The future of some of boxing's best fighters will be decided on Saturday when Juan Manuel Marquez returns to The Forum in Los Angeles to meet Mike Alvarado in what figures to be an entertaining welterweight bout.
By itself, the Marquez-Alvarado fight has plenty of significance because of what could come next. Another loss for Marquez would be his second in a row, and would make selling a fifth fight against Manny Pacquiao even harder.
An Alvarado defeat would also be his second in a row and the third in his last four. That would raise questions about whether the public would accept him as a top-level attraction.
But the outcome of Saturday's fight will impact the futures not only of the men in the ring but also of Pacquiao, Brandon Rios, Timothy Bradley, Ruslan Provodnikov and Jessie Vargas, among others.
Top Rank is looking to make a marquee fight for Pacquiao, likely in November in Macau, China. Given the disappointing nature of his pay-per-view performance in his April 12 win over Bradley – roughly 800,000 buys – Pacquiao needs a top-level opponent to help him sell.
That would be particularly true if the fight indeed is in Macau, where the pay-per-view number would drop by as much 25 to 40 percent. Because of comments made last month by Top Rank CEO Bob Arum about executives at MGM Resorts, it doesn't seem feasible that the MGM Grand would be interested in working with the company any time soon.
That greatly limits Top Rank's options for a Pacquiao fight and might make it more likely that Pacquiao's next fight will be in Macau.
But whether that is against Marquez, should he win on Saturday, is hard to say. Marquez hasn't been interested in a fifth fight against his long-time rival, but the fact that Pacquiao holds the WBO welterweight title might help him to overcome his objections.
Top Rank president Todd duBoef said nothing is outlined and that he wants to keep his options open and see what happens in the fight.
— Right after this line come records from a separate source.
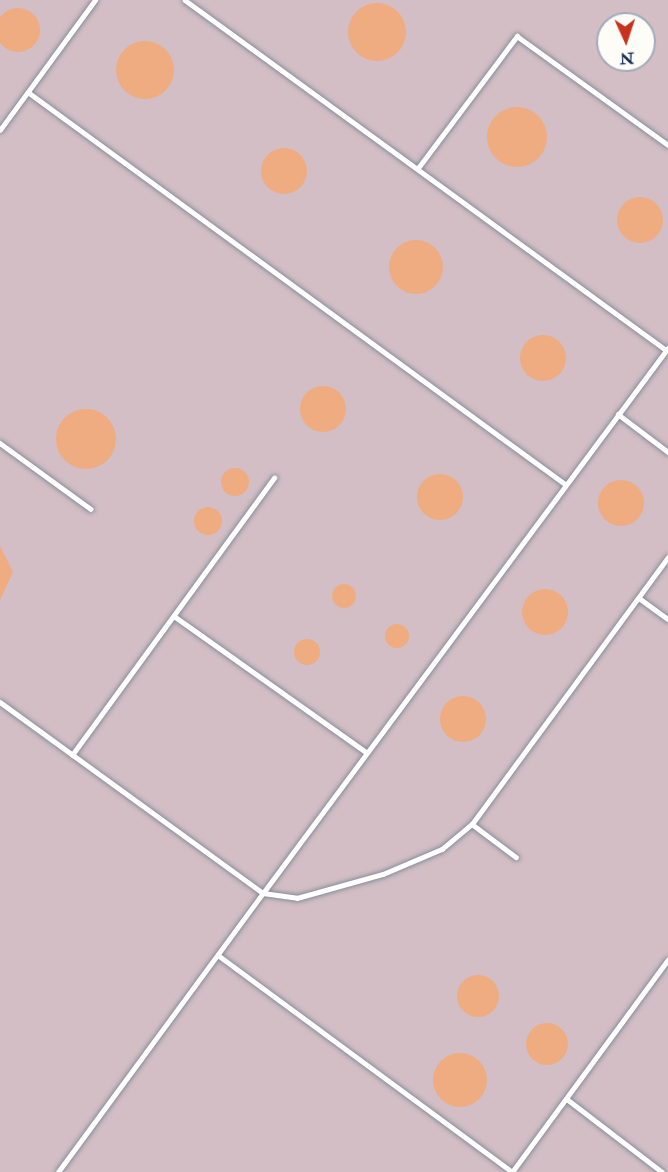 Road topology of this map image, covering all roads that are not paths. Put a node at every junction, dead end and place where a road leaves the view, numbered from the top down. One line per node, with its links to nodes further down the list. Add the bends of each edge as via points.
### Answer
1 (95, 0): 3 (lane)
2 (185, 0): 6 (lane)
3 (28, 92): 4 (lane); 12 (lane)
4 (0, 130)
5 (668, 145): 6 (lane, via 517,36)
6 (418, 168): 7 (lane)
7 (667, 349): 8 (lane)
8 (618, 414): 10 (lane); 12 (lane)
9 (0, 443): 13 (lane)
10 (668, 452)
11 (274, 478): 16 (lane)
12 (565, 484): 19 (lane)
13 (91, 509)
14 (668, 557): 15 (lane)
15 (639, 597): 17 (lane); 21 (lane)
16 (174, 616): 19 (lane); 20 (lane)
17 (668, 619)
18 (0, 702): 20 (lane)
19 (366, 752): 23 (lane)
20 (72, 755): 23 (lane)
21 (472, 824): 22 (lane); 23 (lane, via 442,849 383,874 297,898)
22 (516, 857)
23 (263, 893): 24 (lane)
24 (218, 955): 27 (lane); 28 (lane)
25 (668, 960): 26 (lane)
26 (567, 1099): 28 (lane); 29 (lane)
27 (58, 1172)
28 (512, 1172)
29 (662, 1172) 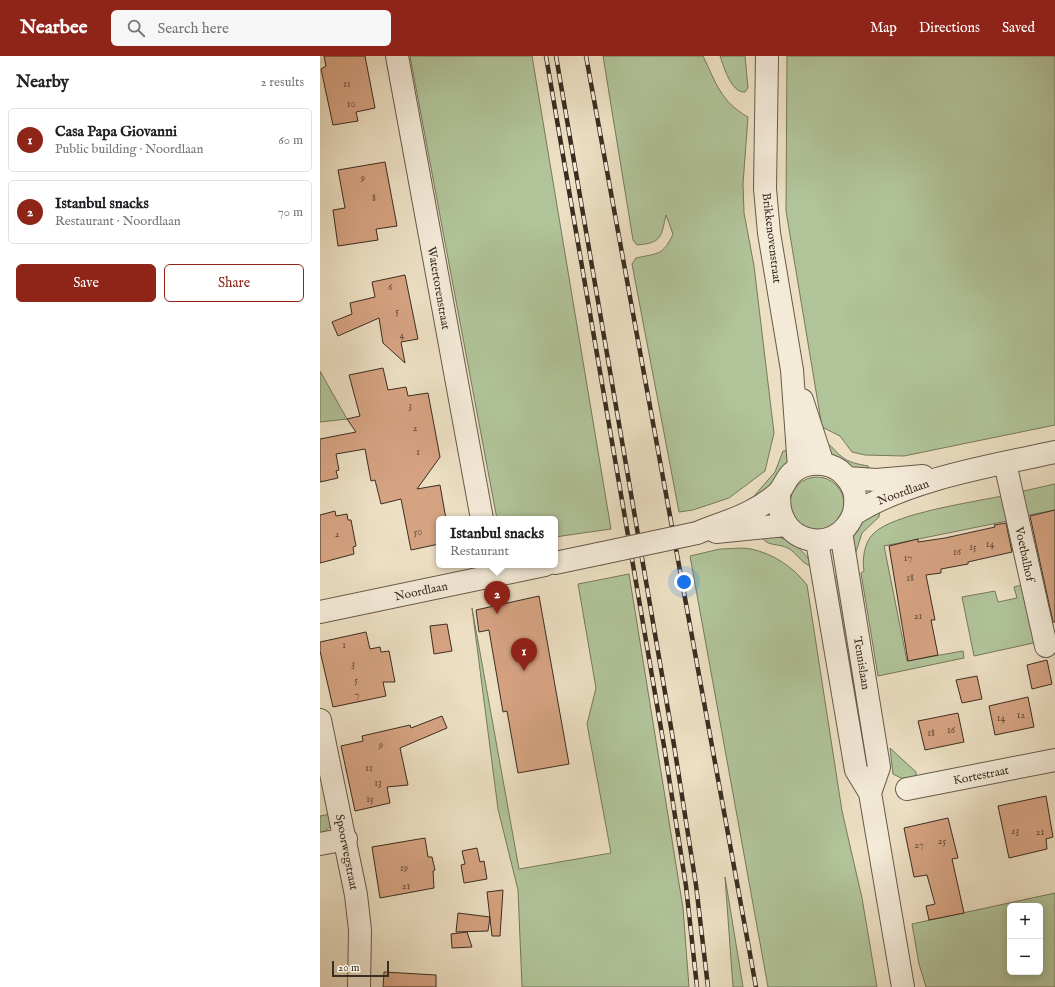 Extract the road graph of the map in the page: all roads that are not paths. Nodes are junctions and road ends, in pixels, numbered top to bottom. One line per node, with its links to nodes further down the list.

"Anybody who knows boxing would tell you that Marquez-Alvarado is a great fight," duBoef said. "Boxing fans are really excited about this fight, because they know both guys have long histories of putting on great events.
"What this does for the winner will depend on many things, including how the fight goes and what everyone thinks. But there are tremendous options there. Pacquiao would reap the most economic benefits for the winner, and so I'm sure that will be a factor, but we have a lot to consider and I don't want to corner myself with just one option."
DuBoef said that while he doesn't believe a loss will terribly hurt either fighter, a sensational victory would be an incredible boost.
That would be especially true if the winner is Alvarado, who is attempting to move into the elite range.
But duBoef said that if Alvarado were beaten, he'd still have plenty of options.
"I think we have to get away from this thinking that a loss in one fight is going to kill your career," duBoef said. "It's not about that. What kind of fight was it? Did people like it? Do they want to see you fight again? I mean, if for a second we assume that Marquez wins, are you telling me that you wouldn't want to see Alvarado fight Rios again? Of course you would. Of course you would.
"That's because they've had two great fights and it would be a great fight if they fought again. So, it's not so much about winning and losing, it's about putting together the fights the people want to see."
Putting together the fights the people want to see is code for saying the fight they'll buy on pay-per-view.
Marquez and Pacquiao have fought four sensational fights, each almost more exciting than the next.
If they fight for a fifth time later this year, that would mean their series would cover more than a decade. They first fought on May 8, 2004, when Pacquiao knocked Marquez down three times in the first round. But Marquez battled back and the fight was scored a split draw.
They then rematched in 2008, which was a close Pacquiao win; 2011, which was another close Pacquiao win; and 2012, which was a sixth-round knockout victory for Marquez.
But before that fight is contemplated, Marquez needs to get past Alvarado on Saturday. Marquez knows the threat Alvarado poses and insists he's ready for the challenge.
"He's big and he's strong and he can do a lot of things in there," Marquez said of Alvarado. "He's not going to go away (easily)."
Neither will Marquez. Alvarado raved about Marquez and repeatedly referred to him as a legend. Marquez is about seven years older and Alvarado said he remembers watching many Marquez fights from The Forum, where he built his reputation.
Marquez has fought 10 times at The Forum, going 10-0 with eight stoppages. They came when he was a featherweight on the rise. He last fought there in 1999, when Alvarado was just 18.
"I was really heavily into wrestling at that time, but I remember seeing him fight a lot (at The Forum)," Alvarado said. "It's sort of crazy and very uplifting to me that here I am now fighting this guy I used to love to see on TV."
Futures will be decided when they meet, and more than just their own.
That fact alone gives plenty of extra significance to what already appears to be a terrific match.